AWS Makes ETL Disappear for Aurora PostgreSQL, DynamoDB

AWS' "Zero ETL" program for RedShift shortcuts the typically onerous process of creating and maintaining ETL pipelines.
Oct 17th, 2024 11:00am by Joab Jackson
👁 Featued image for: AWS Makes ETL Disappear for Aurora PostgreSQL, DynamoDB
Feature image via Unsplash. 

This week, Amazon Web Services introduced new integrations with its Amazon Aurora PostgreSQL and Amazon DynamoDB database management services that allow them to share data with the Amazon Redshift data warehouse services, without the need to set up ETL (Extract, Transform and Load) workflows between them.

AWS calls this no code service “Zero ETL” and shortcuts a typically onerous process for the admin, to create ETL pipelines from the database that records the transactions and the data warehouse that  keeps the data for later analysis by the user’s own applications and queries.

Once data hits either database, it shows up in RedShift seconds later, according to the cloud giant, offering customers potential near real-time data analysis.

The AWS service will copy data from the source database, either by specified tables or for the whole database, to the Redshift warehouse and monitor the health of the pipeline itself.

Redshift can query and create materialized views across multiple tables.

“Using these new zero-ETL integrations, you can run unified analytics on your data from different applications without having to build and manage different data pipelines to write data from multiple relational and non-relational data sources into a single data warehouse,” wrote AWS  Senior Solutions Architect Esra Kayabali, in a blog post describing the integrations.

👁 Graph: AWS Zero integration with Aurora

AWS Zero integration with Aurora.

Database Integrations

Amazon Aurora is a managed service of the PostgreSQL database system with high performance and reliability guarantees (Aurora zero integration also supports the MySQL flavor of Aurora).

The customer’s Aurora cluster must be in the same availability zone as the Redshift instance, and the customers must use Aurora 16.4 or above. Two-phase transactions are not supported.

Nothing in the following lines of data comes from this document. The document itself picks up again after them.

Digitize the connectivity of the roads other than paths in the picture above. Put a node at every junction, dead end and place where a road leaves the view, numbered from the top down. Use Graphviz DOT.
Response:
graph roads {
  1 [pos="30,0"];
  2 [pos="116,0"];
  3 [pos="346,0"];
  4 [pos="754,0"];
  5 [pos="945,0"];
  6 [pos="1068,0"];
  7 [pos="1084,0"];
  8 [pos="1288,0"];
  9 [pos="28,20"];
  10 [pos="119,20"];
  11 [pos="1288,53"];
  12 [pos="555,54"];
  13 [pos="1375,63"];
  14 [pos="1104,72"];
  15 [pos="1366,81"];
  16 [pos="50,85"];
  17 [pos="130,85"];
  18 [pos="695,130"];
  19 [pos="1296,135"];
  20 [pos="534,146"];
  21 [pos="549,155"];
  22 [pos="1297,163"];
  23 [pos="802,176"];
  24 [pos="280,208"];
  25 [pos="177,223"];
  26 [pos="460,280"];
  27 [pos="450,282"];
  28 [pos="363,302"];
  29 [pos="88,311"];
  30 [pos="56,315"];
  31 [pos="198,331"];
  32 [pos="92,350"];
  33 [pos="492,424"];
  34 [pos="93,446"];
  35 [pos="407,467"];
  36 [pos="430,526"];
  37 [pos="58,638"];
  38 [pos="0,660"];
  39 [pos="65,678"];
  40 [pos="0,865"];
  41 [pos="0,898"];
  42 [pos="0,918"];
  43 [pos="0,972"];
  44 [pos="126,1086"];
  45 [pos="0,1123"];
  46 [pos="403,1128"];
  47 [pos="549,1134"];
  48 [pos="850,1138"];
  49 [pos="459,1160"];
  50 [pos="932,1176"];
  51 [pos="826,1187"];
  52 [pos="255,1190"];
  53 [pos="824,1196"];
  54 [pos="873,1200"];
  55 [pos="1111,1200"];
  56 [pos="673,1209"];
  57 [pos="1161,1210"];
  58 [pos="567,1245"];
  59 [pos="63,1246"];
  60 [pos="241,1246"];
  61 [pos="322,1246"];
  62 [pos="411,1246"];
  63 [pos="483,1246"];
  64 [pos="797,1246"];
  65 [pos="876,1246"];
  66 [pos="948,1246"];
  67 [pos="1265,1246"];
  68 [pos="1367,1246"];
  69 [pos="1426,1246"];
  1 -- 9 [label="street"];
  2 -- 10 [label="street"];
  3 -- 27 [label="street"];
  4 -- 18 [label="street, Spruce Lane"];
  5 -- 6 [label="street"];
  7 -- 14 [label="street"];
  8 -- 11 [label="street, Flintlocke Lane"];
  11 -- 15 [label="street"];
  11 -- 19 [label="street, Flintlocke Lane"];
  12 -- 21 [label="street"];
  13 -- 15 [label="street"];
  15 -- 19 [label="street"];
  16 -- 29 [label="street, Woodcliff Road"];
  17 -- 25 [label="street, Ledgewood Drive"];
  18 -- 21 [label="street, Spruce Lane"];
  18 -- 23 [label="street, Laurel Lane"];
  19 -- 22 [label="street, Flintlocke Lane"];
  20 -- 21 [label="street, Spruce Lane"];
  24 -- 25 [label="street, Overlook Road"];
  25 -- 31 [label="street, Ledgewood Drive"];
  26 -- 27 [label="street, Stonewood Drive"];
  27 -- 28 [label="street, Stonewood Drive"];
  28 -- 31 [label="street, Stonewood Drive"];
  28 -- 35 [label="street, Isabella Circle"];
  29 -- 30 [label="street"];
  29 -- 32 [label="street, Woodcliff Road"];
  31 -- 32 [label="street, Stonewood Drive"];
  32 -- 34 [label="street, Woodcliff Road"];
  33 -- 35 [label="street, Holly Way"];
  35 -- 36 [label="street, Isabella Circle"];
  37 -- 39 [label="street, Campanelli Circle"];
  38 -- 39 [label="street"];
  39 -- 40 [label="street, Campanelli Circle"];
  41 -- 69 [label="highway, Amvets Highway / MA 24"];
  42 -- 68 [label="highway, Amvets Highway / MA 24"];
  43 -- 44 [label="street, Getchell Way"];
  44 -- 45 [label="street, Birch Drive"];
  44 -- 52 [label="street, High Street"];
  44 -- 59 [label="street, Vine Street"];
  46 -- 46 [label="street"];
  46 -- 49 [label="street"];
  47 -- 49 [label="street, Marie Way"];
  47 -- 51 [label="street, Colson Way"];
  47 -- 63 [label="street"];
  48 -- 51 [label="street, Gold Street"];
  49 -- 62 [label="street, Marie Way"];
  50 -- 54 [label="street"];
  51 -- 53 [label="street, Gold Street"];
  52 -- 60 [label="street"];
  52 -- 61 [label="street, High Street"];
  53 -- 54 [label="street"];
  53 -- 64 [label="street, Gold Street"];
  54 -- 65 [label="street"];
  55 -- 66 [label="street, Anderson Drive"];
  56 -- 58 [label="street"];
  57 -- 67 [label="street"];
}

Data filtering defines the scope of replication. You can copy the whole database or only certain tables (you can’t filter by columns or rows). AWS processes the data filters in the order in which they are entered.

All the data goes to the Redshift cloud data warehouse, which offers the ability run SQL queries across structured and unstructured data, which can be used to create reports and forecasts, or ingested or studied by AI-based processes. The Redshift cluster being used must be patched to 180 or above.

👁 Screenshot: AWS Aurora data in Redshift.

Screenshot: AWS Aurora data in Redshift.

Amazon DynamoDB is a low-latency, serverless NoSQL data store service. It is often used with a caching service for an even greater performance boost, as well as with AWS Lamba Triggers, which kick off serverless functions when new data is entered. DynamoDB also has a zero integration package with the Amazon OpenSearch Service.

With this integration, data from DynamoDB is replicated in a Redshift SUPER datatype column and accessed via PartiQL sql.

Cost and Availability

AWS does not charge for the workflow processing zero-ETL integrations. Customers, however, are still responsible for the costs of storing replicated data in the data warehouse (or RPUs on Amazon Redshift Serverless) and any cross-zone data transfers. Visit the Amazon Aurora and Amazon DynamoDB pricing pages for the database services.

Each AWS account is limited to 100 integrations and 50 integrations per data warehouse.

Aurora PostgreSQL zero-ETL integration with Amazon Redshift in a subset of AWS regions across the U.S., Asia and Europe. Amazon DynamoDB zero-ETL integration with Amazon Redshift is now available in all commercial, China and GovCloud AWS Regions.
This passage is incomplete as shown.